Excerpted records START

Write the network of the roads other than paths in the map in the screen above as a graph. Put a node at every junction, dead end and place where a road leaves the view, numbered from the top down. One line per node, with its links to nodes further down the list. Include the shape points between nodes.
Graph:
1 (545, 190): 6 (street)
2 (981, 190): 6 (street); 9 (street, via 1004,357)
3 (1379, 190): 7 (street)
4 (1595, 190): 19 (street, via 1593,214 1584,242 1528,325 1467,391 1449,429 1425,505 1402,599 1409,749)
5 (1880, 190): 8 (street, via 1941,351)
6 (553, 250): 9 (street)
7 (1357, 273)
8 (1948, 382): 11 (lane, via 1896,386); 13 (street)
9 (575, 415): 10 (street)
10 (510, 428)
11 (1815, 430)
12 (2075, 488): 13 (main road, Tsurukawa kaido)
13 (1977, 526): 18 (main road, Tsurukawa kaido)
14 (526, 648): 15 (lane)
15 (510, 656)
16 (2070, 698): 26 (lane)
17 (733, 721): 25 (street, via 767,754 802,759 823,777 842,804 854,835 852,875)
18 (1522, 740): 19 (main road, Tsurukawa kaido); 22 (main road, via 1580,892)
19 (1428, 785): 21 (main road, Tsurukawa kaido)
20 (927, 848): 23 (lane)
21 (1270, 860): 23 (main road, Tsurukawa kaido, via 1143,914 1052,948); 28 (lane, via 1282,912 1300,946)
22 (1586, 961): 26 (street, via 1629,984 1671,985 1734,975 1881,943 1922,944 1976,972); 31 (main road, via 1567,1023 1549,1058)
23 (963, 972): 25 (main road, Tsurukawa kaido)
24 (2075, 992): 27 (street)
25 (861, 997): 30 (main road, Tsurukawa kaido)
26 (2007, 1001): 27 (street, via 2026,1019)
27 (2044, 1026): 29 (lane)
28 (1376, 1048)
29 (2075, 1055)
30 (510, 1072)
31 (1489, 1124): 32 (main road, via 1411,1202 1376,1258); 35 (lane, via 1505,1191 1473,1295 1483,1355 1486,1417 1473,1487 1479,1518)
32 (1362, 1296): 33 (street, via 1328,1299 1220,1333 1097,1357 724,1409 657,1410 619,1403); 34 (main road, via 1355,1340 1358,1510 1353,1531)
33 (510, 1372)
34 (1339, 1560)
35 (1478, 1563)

Excerpted records END

* [Your objective]: Every record should be given again without alteration.

* [Solution to this exercise]:
Write the network of the roads other than paths in the map in the screen above as a graph. Put a node at every junction, dead end and place where a road leaves the view, numbered from the top down. One line per node, with its links to nodes further down the list. Include the shape points between nodes.
Graph:
1 (545, 190): 6 (street)
2 (981, 190): 6 (street); 9 (street, via 1004,357)
3 (1379, 190): 7 (street)
4 (1595, 190): 19 (street, via 1593,214 1584,242 1528,325 1467,391 1449,429 1425,505 1402,599 1409,749)
5 (1880, 190): 8 (street, via 1941,351)
6 (553, 250): 9 (street)
7 (1357, 273)
8 (1948, 382): 11 (lane, via 1896,386); 13 (street)
9 (575, 415): 10 (street)
10 (510, 428)
11 (1815, 430)
12 (2075, 488): 13 (main road, Tsurukawa kaido)
13 (1977, 526): 18 (main road, Tsurukawa kaido)
14 (526, 648): 15 (lane)
15 (510, 656)
16 (2070, 698): 26 (lane)
17 (733, 721): 25 (street, via 767,754 802,759 823,777 842,804 854,835 852,875)
18 (1522, 740): 19 (main road, Tsurukawa kaido); 22 (main road, via 1580,892)
19 (1428, 785): 21 (main road, Tsurukawa kaido)
20 (927, 848): 23 (lane)
21 (1270, 860): 23 (main road, Tsurukawa kaido, via 1143,914 1052,948); 28 (lane, via 1282,912 1300,946)
22 (1586, 961): 26 (street, via 1629,984 1671,985 1734,975 1881,943 1922,944 1976,972); 31 (main road, via 1567,1023 1549,1058)
23 (963, 972): 25 (main road, Tsurukawa kaido)
24 (2075, 992): 27 (street)
25 (861, 997): 30 (main road, Tsurukawa kaido)
26 (2007, 1001): 27 (street, via 2026,1019)
27 (2044, 1026): 29 (lane)
28 (1376, 1048)
29 (2075, 1055)
30 (510, 1072)
31 (1489, 1124): 32 (main road, via 1411,1202 1376,1258); 35 (lane, via 1505,1191 1473,1295 1483,1355 1486,1417 1473,1487 1479,1518)
32 (1362, 1296): 33 (street, via 1328,1299 1220,1333 1097,1357 724,1409 657,1410 619,1403); 34 (main road, via 1355,1340 1358,1510 1353,1531)
33 (510, 1372)
34 (1339, 1560)
35 (1478, 1563)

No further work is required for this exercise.